WHAT TO DO: Copy each line of the following data that contains "Roman".

.....

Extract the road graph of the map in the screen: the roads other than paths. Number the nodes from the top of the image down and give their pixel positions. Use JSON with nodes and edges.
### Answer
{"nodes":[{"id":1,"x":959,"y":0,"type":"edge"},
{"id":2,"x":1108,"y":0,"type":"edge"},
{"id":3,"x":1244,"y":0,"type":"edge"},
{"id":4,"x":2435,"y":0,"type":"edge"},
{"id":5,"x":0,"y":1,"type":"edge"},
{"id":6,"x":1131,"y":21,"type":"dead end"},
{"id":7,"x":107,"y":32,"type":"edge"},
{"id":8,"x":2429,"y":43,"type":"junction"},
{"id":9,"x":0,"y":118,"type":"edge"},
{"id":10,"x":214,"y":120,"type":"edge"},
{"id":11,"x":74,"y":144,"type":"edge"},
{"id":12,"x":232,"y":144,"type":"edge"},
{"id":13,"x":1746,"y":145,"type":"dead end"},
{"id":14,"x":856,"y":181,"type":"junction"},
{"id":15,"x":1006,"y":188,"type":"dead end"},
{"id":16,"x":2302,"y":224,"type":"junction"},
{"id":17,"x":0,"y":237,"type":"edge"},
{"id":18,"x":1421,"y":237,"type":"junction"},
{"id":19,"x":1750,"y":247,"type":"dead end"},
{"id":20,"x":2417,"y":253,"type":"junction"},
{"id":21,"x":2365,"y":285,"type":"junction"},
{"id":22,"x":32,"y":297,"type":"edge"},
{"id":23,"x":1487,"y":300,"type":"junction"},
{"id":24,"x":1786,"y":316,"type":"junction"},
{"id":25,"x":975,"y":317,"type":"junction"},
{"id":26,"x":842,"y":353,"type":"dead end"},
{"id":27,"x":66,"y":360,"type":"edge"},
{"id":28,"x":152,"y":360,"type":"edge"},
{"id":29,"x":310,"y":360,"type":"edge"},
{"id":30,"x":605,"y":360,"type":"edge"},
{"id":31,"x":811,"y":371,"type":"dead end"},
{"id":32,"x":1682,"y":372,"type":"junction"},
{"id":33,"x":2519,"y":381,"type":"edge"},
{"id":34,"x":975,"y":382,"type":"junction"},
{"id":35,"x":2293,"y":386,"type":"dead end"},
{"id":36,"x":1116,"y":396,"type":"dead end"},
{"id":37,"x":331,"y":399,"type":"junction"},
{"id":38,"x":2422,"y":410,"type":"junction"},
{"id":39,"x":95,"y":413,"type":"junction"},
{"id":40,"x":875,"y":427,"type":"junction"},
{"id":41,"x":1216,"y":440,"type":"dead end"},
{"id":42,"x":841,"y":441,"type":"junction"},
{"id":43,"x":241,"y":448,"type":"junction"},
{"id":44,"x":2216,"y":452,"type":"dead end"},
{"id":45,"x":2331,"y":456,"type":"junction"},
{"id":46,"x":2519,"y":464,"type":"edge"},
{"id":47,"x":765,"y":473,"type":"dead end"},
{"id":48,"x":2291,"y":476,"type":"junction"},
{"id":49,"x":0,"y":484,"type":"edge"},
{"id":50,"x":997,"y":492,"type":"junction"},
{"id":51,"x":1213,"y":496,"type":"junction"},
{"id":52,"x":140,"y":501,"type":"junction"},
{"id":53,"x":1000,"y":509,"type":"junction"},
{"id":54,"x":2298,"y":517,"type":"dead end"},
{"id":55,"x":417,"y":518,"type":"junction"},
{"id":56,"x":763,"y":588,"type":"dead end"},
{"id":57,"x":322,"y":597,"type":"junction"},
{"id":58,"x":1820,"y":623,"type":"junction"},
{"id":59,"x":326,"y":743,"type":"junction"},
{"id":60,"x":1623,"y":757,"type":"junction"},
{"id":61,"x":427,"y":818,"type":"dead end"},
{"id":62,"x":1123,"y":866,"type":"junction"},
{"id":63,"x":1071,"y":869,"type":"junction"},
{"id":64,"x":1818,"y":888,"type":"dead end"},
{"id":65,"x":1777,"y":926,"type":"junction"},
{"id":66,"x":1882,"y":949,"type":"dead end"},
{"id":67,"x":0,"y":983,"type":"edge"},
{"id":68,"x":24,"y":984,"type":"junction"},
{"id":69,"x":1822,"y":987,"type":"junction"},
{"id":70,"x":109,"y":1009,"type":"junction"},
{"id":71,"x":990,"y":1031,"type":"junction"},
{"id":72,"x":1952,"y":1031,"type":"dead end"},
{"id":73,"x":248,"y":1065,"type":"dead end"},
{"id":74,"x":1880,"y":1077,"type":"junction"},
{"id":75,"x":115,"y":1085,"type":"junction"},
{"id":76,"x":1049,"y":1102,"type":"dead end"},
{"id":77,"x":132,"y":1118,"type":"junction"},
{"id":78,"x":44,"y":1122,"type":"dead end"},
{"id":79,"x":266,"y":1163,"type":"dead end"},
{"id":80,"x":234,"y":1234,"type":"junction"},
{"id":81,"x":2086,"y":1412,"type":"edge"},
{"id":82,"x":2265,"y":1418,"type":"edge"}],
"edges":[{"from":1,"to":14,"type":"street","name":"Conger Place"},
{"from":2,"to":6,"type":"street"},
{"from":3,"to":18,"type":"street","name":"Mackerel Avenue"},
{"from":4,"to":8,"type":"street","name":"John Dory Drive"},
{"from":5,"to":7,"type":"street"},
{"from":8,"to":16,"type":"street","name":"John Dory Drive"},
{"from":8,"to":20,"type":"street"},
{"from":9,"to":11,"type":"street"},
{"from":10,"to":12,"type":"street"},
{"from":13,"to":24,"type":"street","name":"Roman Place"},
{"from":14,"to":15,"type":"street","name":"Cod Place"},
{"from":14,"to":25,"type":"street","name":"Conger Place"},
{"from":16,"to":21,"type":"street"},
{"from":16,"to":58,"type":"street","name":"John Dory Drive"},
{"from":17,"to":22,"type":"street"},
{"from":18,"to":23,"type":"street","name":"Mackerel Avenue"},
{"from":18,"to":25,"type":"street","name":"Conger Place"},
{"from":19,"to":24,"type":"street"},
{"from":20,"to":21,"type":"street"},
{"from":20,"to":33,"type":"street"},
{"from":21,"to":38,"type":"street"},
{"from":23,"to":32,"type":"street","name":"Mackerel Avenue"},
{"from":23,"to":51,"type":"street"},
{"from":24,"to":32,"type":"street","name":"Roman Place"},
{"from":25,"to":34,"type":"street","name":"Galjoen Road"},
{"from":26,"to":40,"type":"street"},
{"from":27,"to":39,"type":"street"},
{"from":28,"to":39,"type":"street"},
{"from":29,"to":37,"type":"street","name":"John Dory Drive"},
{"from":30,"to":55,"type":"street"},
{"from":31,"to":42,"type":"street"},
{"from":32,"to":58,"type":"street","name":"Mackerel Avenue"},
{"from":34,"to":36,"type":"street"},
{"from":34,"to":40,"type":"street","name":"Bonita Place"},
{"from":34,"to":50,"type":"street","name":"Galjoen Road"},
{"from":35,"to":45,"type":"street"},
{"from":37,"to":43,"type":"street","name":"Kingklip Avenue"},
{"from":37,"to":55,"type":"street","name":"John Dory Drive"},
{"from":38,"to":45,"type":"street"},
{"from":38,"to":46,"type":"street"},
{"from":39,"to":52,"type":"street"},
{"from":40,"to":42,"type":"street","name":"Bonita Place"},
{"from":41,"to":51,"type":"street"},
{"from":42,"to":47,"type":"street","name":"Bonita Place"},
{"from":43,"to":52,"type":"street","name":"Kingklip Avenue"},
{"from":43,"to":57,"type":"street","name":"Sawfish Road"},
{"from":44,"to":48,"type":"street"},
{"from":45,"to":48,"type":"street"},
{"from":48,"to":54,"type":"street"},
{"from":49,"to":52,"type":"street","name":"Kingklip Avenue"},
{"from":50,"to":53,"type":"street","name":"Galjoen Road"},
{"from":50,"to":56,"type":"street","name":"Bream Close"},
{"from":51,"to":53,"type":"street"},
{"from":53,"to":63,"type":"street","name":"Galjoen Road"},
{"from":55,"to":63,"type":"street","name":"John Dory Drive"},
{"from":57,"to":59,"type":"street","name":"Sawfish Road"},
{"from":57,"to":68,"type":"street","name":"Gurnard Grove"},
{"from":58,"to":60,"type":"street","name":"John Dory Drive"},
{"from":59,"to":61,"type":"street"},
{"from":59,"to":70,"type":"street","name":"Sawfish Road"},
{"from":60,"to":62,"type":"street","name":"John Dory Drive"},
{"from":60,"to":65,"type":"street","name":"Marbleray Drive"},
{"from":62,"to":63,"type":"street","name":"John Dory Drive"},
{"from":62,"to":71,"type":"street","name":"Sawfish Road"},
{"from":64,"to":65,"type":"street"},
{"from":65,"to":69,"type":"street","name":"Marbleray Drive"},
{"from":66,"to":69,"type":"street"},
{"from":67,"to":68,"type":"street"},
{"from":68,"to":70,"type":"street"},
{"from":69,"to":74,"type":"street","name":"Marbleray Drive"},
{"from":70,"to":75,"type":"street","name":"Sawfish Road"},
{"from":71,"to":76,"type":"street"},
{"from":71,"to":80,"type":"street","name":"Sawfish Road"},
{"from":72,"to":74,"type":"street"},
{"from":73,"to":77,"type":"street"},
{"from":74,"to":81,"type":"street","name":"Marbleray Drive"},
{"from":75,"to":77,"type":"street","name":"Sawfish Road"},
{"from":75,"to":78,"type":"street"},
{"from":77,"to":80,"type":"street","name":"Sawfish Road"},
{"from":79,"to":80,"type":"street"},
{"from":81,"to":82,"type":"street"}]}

.....

TASK RESULT:
{"from":13,"to":24,"type":"street","name":"Roman Place"},
{"from":24,"to":32,"type":"street","name":"Roman Place"},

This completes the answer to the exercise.